• Dataset records:

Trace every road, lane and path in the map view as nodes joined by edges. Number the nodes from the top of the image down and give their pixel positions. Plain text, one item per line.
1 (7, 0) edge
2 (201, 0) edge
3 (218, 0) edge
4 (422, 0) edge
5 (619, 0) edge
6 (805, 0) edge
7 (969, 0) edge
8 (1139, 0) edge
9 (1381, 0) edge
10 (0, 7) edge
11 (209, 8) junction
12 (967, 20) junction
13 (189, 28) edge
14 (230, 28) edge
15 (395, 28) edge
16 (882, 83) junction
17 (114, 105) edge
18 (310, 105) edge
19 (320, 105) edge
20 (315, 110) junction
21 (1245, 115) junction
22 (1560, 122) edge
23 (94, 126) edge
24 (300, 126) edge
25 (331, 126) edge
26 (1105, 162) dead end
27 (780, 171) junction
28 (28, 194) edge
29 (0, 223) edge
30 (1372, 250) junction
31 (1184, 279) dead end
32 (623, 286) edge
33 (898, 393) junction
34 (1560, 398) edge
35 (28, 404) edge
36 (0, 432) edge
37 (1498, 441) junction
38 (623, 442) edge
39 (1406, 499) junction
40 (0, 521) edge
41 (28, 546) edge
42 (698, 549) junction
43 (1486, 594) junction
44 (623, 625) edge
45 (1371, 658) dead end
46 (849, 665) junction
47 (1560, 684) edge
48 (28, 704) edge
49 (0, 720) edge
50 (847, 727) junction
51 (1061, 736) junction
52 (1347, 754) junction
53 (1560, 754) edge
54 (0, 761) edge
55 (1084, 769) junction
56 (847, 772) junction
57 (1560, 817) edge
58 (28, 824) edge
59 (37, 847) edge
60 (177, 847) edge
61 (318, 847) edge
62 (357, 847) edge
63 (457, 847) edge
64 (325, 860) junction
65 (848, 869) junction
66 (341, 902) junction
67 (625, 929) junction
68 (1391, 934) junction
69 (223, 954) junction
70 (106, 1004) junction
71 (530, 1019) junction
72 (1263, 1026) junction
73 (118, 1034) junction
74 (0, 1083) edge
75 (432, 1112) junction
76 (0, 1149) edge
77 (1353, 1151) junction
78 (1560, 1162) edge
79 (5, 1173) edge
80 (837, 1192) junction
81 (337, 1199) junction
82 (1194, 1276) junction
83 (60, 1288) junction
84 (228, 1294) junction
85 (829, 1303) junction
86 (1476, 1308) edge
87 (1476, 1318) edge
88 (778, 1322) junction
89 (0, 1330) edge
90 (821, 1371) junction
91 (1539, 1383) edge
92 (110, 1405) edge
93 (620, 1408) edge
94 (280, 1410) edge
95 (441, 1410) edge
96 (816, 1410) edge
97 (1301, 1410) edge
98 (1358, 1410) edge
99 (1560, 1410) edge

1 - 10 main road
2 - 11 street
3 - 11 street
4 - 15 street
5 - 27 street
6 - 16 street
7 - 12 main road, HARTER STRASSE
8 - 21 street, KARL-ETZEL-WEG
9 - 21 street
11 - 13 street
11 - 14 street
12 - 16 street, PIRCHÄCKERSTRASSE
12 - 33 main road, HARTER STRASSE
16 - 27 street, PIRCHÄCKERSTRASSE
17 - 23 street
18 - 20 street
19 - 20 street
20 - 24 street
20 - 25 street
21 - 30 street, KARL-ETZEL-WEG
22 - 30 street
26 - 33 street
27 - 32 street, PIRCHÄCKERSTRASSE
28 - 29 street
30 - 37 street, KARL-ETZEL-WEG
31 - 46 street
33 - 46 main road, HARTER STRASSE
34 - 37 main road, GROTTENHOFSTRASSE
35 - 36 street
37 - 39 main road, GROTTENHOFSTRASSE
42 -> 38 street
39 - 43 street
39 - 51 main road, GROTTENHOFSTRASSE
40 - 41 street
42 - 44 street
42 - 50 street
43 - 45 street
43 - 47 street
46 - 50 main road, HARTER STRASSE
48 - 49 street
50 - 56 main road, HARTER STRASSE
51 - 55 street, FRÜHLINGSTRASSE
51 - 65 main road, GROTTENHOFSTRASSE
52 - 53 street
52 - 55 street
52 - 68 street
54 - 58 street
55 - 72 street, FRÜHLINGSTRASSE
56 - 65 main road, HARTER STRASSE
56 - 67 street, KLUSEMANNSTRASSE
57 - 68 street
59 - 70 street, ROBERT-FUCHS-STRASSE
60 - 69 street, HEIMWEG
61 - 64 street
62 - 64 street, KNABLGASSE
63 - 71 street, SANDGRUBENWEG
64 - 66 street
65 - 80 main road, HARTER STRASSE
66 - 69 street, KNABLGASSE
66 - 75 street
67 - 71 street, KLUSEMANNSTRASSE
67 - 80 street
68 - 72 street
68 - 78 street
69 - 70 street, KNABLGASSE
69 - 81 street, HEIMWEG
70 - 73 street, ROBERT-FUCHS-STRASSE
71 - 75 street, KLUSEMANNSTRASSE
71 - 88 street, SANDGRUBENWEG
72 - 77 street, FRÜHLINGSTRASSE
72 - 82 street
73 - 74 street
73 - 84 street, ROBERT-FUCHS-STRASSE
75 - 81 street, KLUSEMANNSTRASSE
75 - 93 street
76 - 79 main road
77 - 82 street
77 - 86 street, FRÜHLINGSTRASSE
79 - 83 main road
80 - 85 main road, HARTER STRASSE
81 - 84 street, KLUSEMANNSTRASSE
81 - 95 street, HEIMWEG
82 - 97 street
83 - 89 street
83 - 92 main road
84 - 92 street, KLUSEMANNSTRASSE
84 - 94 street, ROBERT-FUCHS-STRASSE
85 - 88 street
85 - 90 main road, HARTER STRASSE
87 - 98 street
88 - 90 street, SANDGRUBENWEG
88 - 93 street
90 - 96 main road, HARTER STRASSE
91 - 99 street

• Problem requirements:
Once you have read the listing, copy it out exactly.

• Task result:
Trace every road, lane and path in the map view as nodes joined by edges. Number the nodes from the top of the image down and give their pixel positions. Plain text, one item per line.
1 (7, 0) edge
2 (201, 0) edge
3 (218, 0) edge
4 (422, 0) edge
5 (619, 0) edge
6 (805, 0) edge
7 (969, 0) edge
8 (1139, 0) edge
9 (1381, 0) edge
10 (0, 7) edge
11 (209, 8) junction
12 (967, 20) junction
13 (189, 28) edge
14 (230, 28) edge
15 (395, 28) edge
16 (882, 83) junction
17 (114, 105) edge
18 (310, 105) edge
19 (320, 105) edge
20 (315, 110) junction
21 (1245, 115) junction
22 (1560, 122) edge
23 (94, 126) edge
24 (300, 126) edge
25 (331, 126) edge
26 (1105, 162) dead end
27 (780, 171) junction
28 (28, 194) edge
29 (0, 223) edge
30 (1372, 250) junction
31 (1184, 279) dead end
32 (623, 286) edge
33 (898, 393) junction
34 (1560, 398) edge
35 (28, 404) edge
36 (0, 432) edge
37 (1498, 441) junction
38 (623, 442) edge
39 (1406, 499) junction
40 (0, 521) edge
41 (28, 546) edge
42 (698, 549) junction
43 (1486, 594) junction
44 (623, 625) edge
45 (1371, 658) dead end
46 (849, 665) junction
47 (1560, 684) edge
48 (28, 704) edge
49 (0, 720) edge
50 (847, 727) junction
51 (1061, 736) junction
52 (1347, 754) junction
53 (1560, 754) edge
54 (0, 761) edge
55 (1084, 769) junction
56 (847, 772) junction
57 (1560, 817) edge
58 (28, 824) edge
59 (37, 847) edge
60 (177, 847) edge
61 (318, 847) edge
62 (357, 847) edge
63 (457, 847) edge
64 (325, 860) junction
65 (848, 869) junction
66 (341, 902) junction
67 (625, 929) junction
68 (1391, 934) junction
69 (223, 954) junction
70 (106, 1004) junction
71 (530, 1019) junction
72 (1263, 1026) junction
73 (118, 1034) junction
74 (0, 1083) edge
75 (432, 1112) junction
76 (0, 1149) edge
77 (1353, 1151) junction
78 (1560, 1162) edge
79 (5, 1173) edge
80 (837, 1192) junction
81 (337, 1199) junction
82 (1194, 1276) junction
83 (60, 1288) junction
84 (228, 1294) junction
85 (829, 1303) junction
86 (1476, 1308) edge
87 (1476, 1318) edge
88 (778, 1322) junction
89 (0, 1330) edge
90 (821, 1371) junction
91 (1539, 1383) edge
92 (110, 1405) edge
93 (620, 1408) edge
94 (280, 1410) edge
95 (441, 1410) edge
96 (816, 1410) edge
97 (1301, 1410) edge
98 (1358, 1410) edge
99 (1560, 1410) edge

1 - 10 main road
2 - 11 street
3 - 11 street
4 - 15 street
5 - 27 street
6 - 16 street
7 - 12 main road, HARTER STRASSE
8 - 21 street, KARL-ETZEL-WEG
9 - 21 street
11 - 13 street
11 - 14 street
12 - 16 street, PIRCHÄCKERSTRASSE
12 - 33 main road, HARTER STRASSE
16 - 27 street, PIRCHÄCKERSTRASSE
17 - 23 street
18 - 20 street
19 - 20 street
20 - 24 street
20 - 25 street
21 - 30 street, KARL-ETZEL-WEG
22 - 30 street
26 - 33 street
27 - 32 street, PIRCHÄCKERSTRASSE
28 - 29 street
30 - 37 street, KARL-ETZEL-WEG
31 - 46 street
33 - 46 main road, HARTER STRASSE
34 - 37 main road, GROTTENHOFSTRASSE
35 - 36 street
37 - 39 main road, GROTTENHOFSTRASSE
42 -> 38 street
39 - 43 street
39 - 51 main road, GROTTENHOFSTRASSE
40 - 41 street
42 - 44 street
42 - 50 street
43 - 45 street
43 - 47 street
46 - 50 main road, HARTER STRASSE
48 - 49 street
50 - 56 main road, HARTER STRASSE
51 - 55 street, FRÜHLINGSTRASSE
51 - 65 main road, GROTTENHOFSTRASSE
52 - 53 street
52 - 55 street
52 - 68 street
54 - 58 street
55 - 72 street, FRÜHLINGSTRASSE
56 - 65 main road, HARTER STRASSE
56 - 67 street, KLUSEMANNSTRASSE
57 - 68 street
59 - 70 street, ROBERT-FUCHS-STRASSE
60 - 69 street, HEIMWEG
61 - 64 street
62 - 64 street, KNABLGASSE
63 - 71 street, SANDGRUBENWEG
64 - 66 street
65 - 80 main road, HARTER STRASSE
66 - 69 street, KNABLGASSE
66 - 75 street
67 - 71 street, KLUSEMANNSTRASSE
67 - 80 street
68 - 72 street
68 - 78 street
69 - 70 street, KNABLGASSE
69 - 81 street, HEIMWEG
70 - 73 street, ROBERT-FUCHS-STRASSE
71 - 75 street, KLUSEMANNSTRASSE
71 - 88 street, SANDGRUBENWEG
72 - 77 street, FRÜHLINGSTRASSE
72 - 82 street
73 - 74 street
73 - 84 street, ROBERT-FUCHS-STRASSE
75 - 81 street, KLUSEMANNSTRASSE
75 - 93 street
76 - 79 main road
77 - 82 street
77 - 86 street, FRÜHLINGSTRASSE
79 - 83 main road
80 - 85 main road, HARTER STRASSE
81 - 84 street, KLUSEMANNSTRASSE
81 - 95 street, HEIMWEG
82 - 97 street
83 - 89 street
83 - 92 main road
84 - 92 street, KLUSEMANNSTRASSE
84 - 94 street, ROBERT-FUCHS-STRASSE
85 - 88 street
85 - 90 main road, HARTER STRASSE
87 - 98 street
88 - 90 street, SANDGRUBENWEG
88 - 93 street
90 - 96 main road, HARTER STRASSE
91 - 99 street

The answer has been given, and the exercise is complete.